* [Working data]
════════
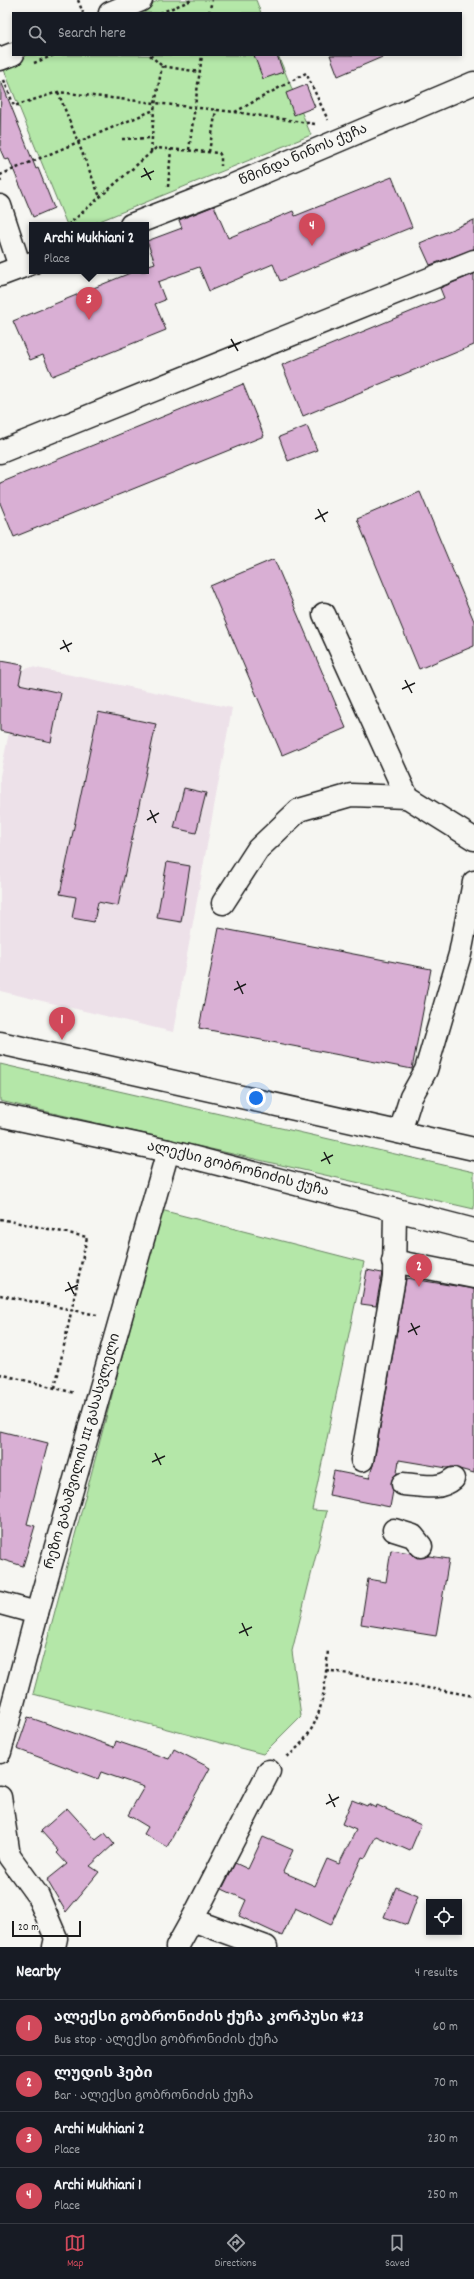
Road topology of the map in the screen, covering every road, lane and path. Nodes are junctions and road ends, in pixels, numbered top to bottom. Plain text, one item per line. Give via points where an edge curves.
1 (78, 0) edge
2 (192, 0) edge
3 (212, 0) edge
4 (137, 1) edge
5 (83, 12) edge
6 (112, 12) edge
7 (162, 12) edge
8 (209, 12) edge
9 (12, 54) edge
10 (151, 56) edge
11 (202, 56) edge
12 (0, 59) edge
13 (162, 66) junction
14 (199, 72) junction
15 (474, 83) edge
16 (6, 85) dead end
17 (58, 92) junction
18 (155, 104) junction
19 (195, 108) junction
20 (154, 110) junction
21 (216, 110) junction
22 (235, 112) junction
23 (317, 125) dead end
24 (361, 132) junction
25 (152, 138) junction
26 (122, 139) dead end
27 (78, 141) junction
28 (171, 149) junction
29 (189, 150) junction
30 (151, 152) junction
31 (209, 152) junction
32 (221, 168) dead end
33 (0, 174) edge
34 (100, 197) junction
35 (0, 206) edge
36 (166, 212) junction
37 (71, 222) edge
38 (139, 222) edge
39 (474, 261) edge
40 (26, 265) edge
41 (0, 275) edge
42 (0, 452) edge
43 (324, 614) dead end
44 (407, 797) junction
45 (474, 840) edge
46 (474, 882) edge
47 (223, 902) dead end
48 (0, 1043) edge
49 (0, 1115) edge
50 (400, 1132) junction
51 (474, 1149) edge
52 (168, 1152) junction
53 (395, 1210) junction
54 (0, 1219) edge
55 (474, 1230) edge
56 (393, 1260) junction
57 (474, 1276) edge
58 (0, 1295) edge
59 (72, 1310) junction
60 (120, 1320) junction
61 (0, 1374) edge
62 (55, 1388) junction
63 (97, 1399) junction
64 (362, 1460) dead end
65 (453, 1479) dead end
66 (403, 1484) dead end
67 (394, 1530) dead end
68 (421, 1546) dead end
69 (0, 1603) edge
70 (37, 1613) junction
71 (328, 1650) dead end
72 (326, 1670) junction
73 (474, 1696) edge
74 (0, 1752) edge
75 (269, 1771) joint
76 (0, 1797) edge
77 (192, 1920) junction
78 (54, 1947) edge
79 (176, 1947) edge
80 (266, 1947) edge

1 - 5 path
2 - 7 path
3 - 8 path
4 - 6 main road
9 - 12 main road
10 - 13 path
11 - 14 path
13 - 14 path
13 - 18 path
14 - 19 path
15 - 24 main road, წმინდა ნინოს ქუჩა
16 - 17 path via 14,106
17 - 18 path
17 - 27 path
18 - 19 path
18 - 20 path
19 - 21 path
19 - 29 path
20 - 25 path
20 - 27 path
21 - 22 path
21 - 31 path
22 - 23 path
22 - 24 path via 306,73 332,127
24 - 36 main road, წმინდა ნინოს ქუჩა
25 - 26 path
25 - 30 path
27 - 33 path
27 - 34 path
28 - 29 path
28 - 30 path via 156,148
28 - 36 path
29 - 31 path
30 - 34 path
31 - 32 path via 219,152
34 - 37 path
35 - 40 main road
36 - 38 main road, წმინდა ნინოს ქუჩა
39 - 42 main road
40 - 41 main road
43 - 44 main road
44 - 45 main road
44 - 47 main road via 351,795 298,810 258,849
46 - 50 main road via 460,954 426,1070 410,1097
48 - 50 main road
49 - 52 main road, ალექსი გობრონიძის ქუჩა
50 - 51 main road
52 - 53 main road, ალექსი გობრონიძის ქუჩა
52 - 60 main road, რეზო გაბაშვილის III გასასვლელი
53 - 55 main road, ალექსი გობრონიძის ქუჩა
53 - 56 main road
54 - 59 path via 87,1237
56 - 57 main road
56 - 64 main road via 394,1278
58 - 59 path
59 - 60 path
59 - 62 path
60 - 63 main road, რეზო გაბაშვილის III გასასვლელი
61 - 62 path
62 - 63 path
63 - 70 main road, რეზო გაბაშვილის III გასასვლელი
65 - 66 main road via 446,1485 437,1487
67 - 68 main road via 413,1536
69 - 70 main road
70 - 74 main road, რეზო გაბაშვილის III გასასვლელი
71 - 72 path
72 - 73 path
72 - 75 path via 321,1710 303,1744
75 - 77 main road
76 - 78 main road via 9,1856 38,1896 56,1938
77 - 79 main road
77 - 80 main road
════════
* [Instructions to follow] Please write every line above out exactly as given, except for any pictures.

* [Response below]
Road topology of the map in the screen, covering every road, lane and path. Nodes are junctions and road ends, in pixels, numbered top to bottom. Plain text, one item per line. Give via points where an edge curves.
1 (78, 0) edge
2 (192, 0) edge
3 (212, 0) edge
4 (137, 1) edge
5 (83, 12) edge
6 (112, 12) edge
7 (162, 12) edge
8 (209, 12) edge
9 (12, 54) edge
10 (151, 56) edge
11 (202, 56) edge
12 (0, 59) edge
13 (162, 66) junction
14 (199, 72) junction
15 (474, 83) edge
16 (6, 85) dead end
17 (58, 92) junction
18 (155, 104) junction
19 (195, 108) junction
20 (154, 110) junction
21 (216, 110) junction
22 (235, 112) junction
23 (317, 125) dead end
24 (361, 132) junction
25 (152, 138) junction
26 (122, 139) dead end
27 (78, 141) junction
28 (171, 149) junction
29 (189, 150) junction
30 (151, 152) junction
31 (209, 152) junction
32 (221, 168) dead end
33 (0, 174) edge
34 (100, 197) junction
35 (0, 206) edge
36 (166, 212) junction
37 (71, 222) edge
38 (139, 222) edge
39 (474, 261) edge
40 (26, 265) edge
41 (0, 275) edge
42 (0, 452) edge
43 (324, 614) dead end
44 (407, 797) junction
45 (474, 840) edge
46 (474, 882) edge
47 (223, 902) dead end
48 (0, 1043) edge
49 (0, 1115) edge
50 (400, 1132) junction
51 (474, 1149) edge
52 (168, 1152) junction
53 (395, 1210) junction
54 (0, 1219) edge
55 (474, 1230) edge
56 (393, 1260) junction
57 (474, 1276) edge
58 (0, 1295) edge
59 (72, 1310) junction
60 (120, 1320) junction
61 (0, 1374) edge
62 (55, 1388) junction
63 (97, 1399) junction
64 (362, 1460) dead end
65 (453, 1479) dead end
66 (403, 1484) dead end
67 (394, 1530) dead end
68 (421, 1546) dead end
69 (0, 1603) edge
70 (37, 1613) junction
71 (328, 1650) dead end
72 (326, 1670) junction
73 (474, 1696) edge
74 (0, 1752) edge
75 (269, 1771) joint
76 (0, 1797) edge
77 (192, 1920) junction
78 (54, 1947) edge
79 (176, 1947) edge
80 (266, 1947) edge

1 - 5 path
2 - 7 path
3 - 8 path
4 - 6 main road
9 - 12 main road
10 - 13 path
11 - 14 path
13 - 14 path
13 - 18 path
14 - 19 path
15 - 24 main road, წმინდა ნინოს ქუჩა
16 - 17 path via 14,106
17 - 18 path
17 - 27 path
18 - 19 path
18 - 20 path
19 - 21 path
19 - 29 path
20 - 25 path
20 - 27 path
21 - 22 path
21 - 31 path
22 - 23 path
22 - 24 path via 306,73 332,127
24 - 36 main road, წმინდა ნინოს ქუჩა
25 - 26 path
25 - 30 path
27 - 33 path
27 - 34 path
28 - 29 path
28 - 30 path via 156,148
28 - 36 path
29 - 31 path
30 - 34 path
31 - 32 path via 219,152
34 - 37 path
35 - 40 main road
36 - 38 main road, წმინდა ნინოს ქუჩა
39 - 42 main road
40 - 41 main road
43 - 44 main road
44 - 45 main road
44 - 47 main road via 351,795 298,810 258,849
46 - 50 main road via 460,954 426,1070 410,1097
48 - 50 main road
49 - 52 main road, ალექსი გობრონიძის ქუჩა
50 - 51 main road
52 - 53 main road, ალექსი გობრონიძის ქუჩა
52 - 60 main road, რეზო გაბაშვილის III გასასვლელი
53 - 55 main road, ალექსი გობრონიძის ქუჩა
53 - 56 main road
54 - 59 path via 87,1237
56 - 57 main road
56 - 64 main road via 394,1278
58 - 59 path
59 - 60 path
59 - 62 path
60 - 63 main road, რეზო გაბაშვილის III გასასვლელი
61 - 62 path
62 - 63 path
63 - 70 main road, რეზო გაბაშვილის III გასასვლელი
65 - 66 main road via 446,1485 437,1487
67 - 68 main road via 413,1536
69 - 70 main road
70 - 74 main road, რეზო გაბაშვილის III გასასვლელი
71 - 72 path
72 - 73 path
72 - 75 path via 321,1710 303,1744
75 - 77 main road
76 - 78 main road via 9,1856 38,1896 56,1938
77 - 79 main road
77 - 80 main road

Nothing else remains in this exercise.